Enviro-Mich message from geodynamics@comcast.net


I agree with your thesis that closed vessel anaerobic digestion is a much
better way of handling the wastes than what is done now. Orders of magnitude
better. However, going "dry" takes away the cleanliness of the water-flushed
floor and, without significant design changes, will likely lead to more odor
(plus dust and gas) problems in the confinement buildings. In addition,
there will have to be new-hires who can be trained in the operation of a
batch-fed digestion facility -- that takes more education, ethics and smarts
than local drop-outs can provide. But, never-the-less, it could work.

As you imply, odors associated with spreading the digested wastes would be
much less offensive than the anaerobic liquor that is sprayed onto or
"injected" into the soil -- more of an earthy smell than the
tear-your-guts-out and bleed-your-eyes stench. This, of course, assumes that
the digestion process has been completed -- if you pull it out too early,
all bets are off.

The problem of over-application of the digested wastes still remains,
however. You simply cannot put more nutrients into the soil than what the
crops can efficiently remove before the nutrients migrate below the root
zone. I continue to argue that the best area to dispose of the wastes in on
deep-rooted prairie-type vegetation, not annual croplands, particularly
early in the season and later in the summer.

You make an assumption about selling the digested wastes that I'm not sure
could be accomplished. I presume that you expect local farmers to avail
themselves of a low-cost "organic" soil amendment in lieu of the
manufactured chemicals they now use. If, for whatever reason, there is no
market for the wastes, even for a year, what happens to the excess? If, as a
farmer, I would be even remotely interested in accepting (let alone buying)
the wastes, I'd surely want a complete assay of the composition, with a
great deal of focus on the presence of antibiotics and other "amendments"
that are pushed into the animals or applied to their environs.
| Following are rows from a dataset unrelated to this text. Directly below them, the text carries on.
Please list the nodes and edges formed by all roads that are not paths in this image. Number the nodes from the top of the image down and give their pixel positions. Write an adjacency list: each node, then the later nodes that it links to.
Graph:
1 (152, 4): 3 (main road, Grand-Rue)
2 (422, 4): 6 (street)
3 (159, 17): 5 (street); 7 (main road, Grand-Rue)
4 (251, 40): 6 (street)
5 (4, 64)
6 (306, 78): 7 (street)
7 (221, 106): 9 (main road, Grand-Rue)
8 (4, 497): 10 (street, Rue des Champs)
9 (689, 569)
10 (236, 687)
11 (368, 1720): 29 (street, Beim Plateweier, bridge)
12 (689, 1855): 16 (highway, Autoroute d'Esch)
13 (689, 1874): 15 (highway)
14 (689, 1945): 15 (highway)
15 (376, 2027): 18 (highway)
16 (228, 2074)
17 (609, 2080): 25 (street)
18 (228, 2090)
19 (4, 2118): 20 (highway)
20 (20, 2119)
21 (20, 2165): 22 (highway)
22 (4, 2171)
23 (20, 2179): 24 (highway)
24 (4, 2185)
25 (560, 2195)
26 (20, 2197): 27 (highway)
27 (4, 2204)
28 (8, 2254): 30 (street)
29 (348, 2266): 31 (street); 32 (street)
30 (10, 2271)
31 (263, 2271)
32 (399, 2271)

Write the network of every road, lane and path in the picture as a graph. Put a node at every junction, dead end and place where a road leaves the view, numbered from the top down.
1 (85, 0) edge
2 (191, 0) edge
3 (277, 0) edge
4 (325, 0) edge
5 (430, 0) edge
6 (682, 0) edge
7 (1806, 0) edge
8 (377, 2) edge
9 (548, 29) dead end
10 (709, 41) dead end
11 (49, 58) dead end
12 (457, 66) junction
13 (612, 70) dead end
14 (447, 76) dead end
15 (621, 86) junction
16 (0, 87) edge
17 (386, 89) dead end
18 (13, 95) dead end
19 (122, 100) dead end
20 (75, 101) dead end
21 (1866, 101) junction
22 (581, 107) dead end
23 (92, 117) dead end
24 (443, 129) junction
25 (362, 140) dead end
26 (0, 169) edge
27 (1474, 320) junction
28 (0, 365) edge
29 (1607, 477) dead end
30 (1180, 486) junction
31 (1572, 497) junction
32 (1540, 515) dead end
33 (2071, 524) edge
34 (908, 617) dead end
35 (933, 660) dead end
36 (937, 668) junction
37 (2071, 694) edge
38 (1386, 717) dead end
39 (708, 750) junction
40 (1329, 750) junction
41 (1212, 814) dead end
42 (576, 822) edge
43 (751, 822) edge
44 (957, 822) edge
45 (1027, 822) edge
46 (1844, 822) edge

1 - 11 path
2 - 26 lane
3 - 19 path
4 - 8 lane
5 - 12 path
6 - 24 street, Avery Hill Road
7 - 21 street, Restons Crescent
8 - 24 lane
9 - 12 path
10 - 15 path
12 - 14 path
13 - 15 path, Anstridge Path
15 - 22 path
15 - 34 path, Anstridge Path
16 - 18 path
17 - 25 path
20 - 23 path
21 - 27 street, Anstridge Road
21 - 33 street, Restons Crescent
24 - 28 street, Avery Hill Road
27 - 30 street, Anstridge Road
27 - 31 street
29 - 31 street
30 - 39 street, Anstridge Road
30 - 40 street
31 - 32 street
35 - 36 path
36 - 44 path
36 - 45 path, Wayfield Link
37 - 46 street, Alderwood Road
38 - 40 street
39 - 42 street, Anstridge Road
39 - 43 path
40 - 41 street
My root problem with the modern ideas is that they require a bit more
attention to properly operate. Yes, you and I can look at the idea and say
sure, it's simple and it should work without any problems. But, then you
have to step back and recognize that it'll be the same folks, running the
more complicated new stuff, that can't figure out that their lagoons are
overflowing, that can't figure out that agronomic rates doesn't mean spray
irrigating winter wheat in November and can't figure out why their neighbors
are in a rage.

I will continue to argue that, in settings and climates like Michigan's, the
amount of livestock on a farm or CAFO, should be limited to what that land
area can directly support by either pasture or feed-crops.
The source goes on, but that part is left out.